Would you transcribe all of the data exactly, down to the last character?

..............................

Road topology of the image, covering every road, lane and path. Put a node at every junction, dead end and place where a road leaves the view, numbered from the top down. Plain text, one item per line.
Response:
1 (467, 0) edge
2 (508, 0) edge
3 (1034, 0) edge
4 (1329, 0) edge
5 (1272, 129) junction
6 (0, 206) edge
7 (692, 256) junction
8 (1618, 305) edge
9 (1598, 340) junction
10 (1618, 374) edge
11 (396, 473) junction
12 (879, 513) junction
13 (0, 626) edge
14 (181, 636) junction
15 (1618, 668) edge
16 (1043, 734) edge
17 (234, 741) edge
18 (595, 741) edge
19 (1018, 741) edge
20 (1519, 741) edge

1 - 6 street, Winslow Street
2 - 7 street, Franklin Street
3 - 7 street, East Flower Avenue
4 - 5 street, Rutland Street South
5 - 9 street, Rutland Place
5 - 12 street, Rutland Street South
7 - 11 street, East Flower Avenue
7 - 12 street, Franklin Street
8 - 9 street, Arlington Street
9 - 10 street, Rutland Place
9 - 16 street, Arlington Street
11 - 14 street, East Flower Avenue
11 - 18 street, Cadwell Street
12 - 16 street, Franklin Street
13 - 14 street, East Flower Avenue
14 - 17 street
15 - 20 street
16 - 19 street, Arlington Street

..............................

▶ _Result for this exercise_:
Road topology of the image, covering every road, lane and path. Put a node at every junction, dead end and place where a road leaves the view, numbered from the top down. Plain text, one item per line.
Response:
1 (467, 0) edge
2 (508, 0) edge
3 (1034, 0) edge
4 (1329, 0) edge
5 (1272, 129) junction
6 (0, 206) edge
7 (692, 256) junction
8 (1618, 305) edge
9 (1598, 340) junction
10 (1618, 374) edge
11 (396, 473) junction
12 (879, 513) junction
13 (0, 626) edge
14 (181, 636) junction
15 (1618, 668) edge
16 (1043, 734) edge
17 (234, 741) edge
18 (595, 741) edge
19 (1018, 741) edge
20 (1519, 741) edge

1 - 6 street, Winslow Street
2 - 7 street, Franklin Street
3 - 7 street, East Flower Avenue
4 - 5 street, Rutland Street South
5 - 9 street, Rutland Place
5 - 12 street, Rutland Street South
7 - 11 street, East Flower Avenue
7 - 12 street, Franklin Street
8 - 9 street, Arlington Street
9 - 10 street, Rutland Place
9 - 16 street, Arlington Street
11 - 14 street, East Flower Avenue
11 - 18 street, Cadwell Street
12 - 16 street, Franklin Street
13 - 14 street, East Flower Avenue
14 - 17 street
15 - 20 street
16 - 19 street, Arlington Street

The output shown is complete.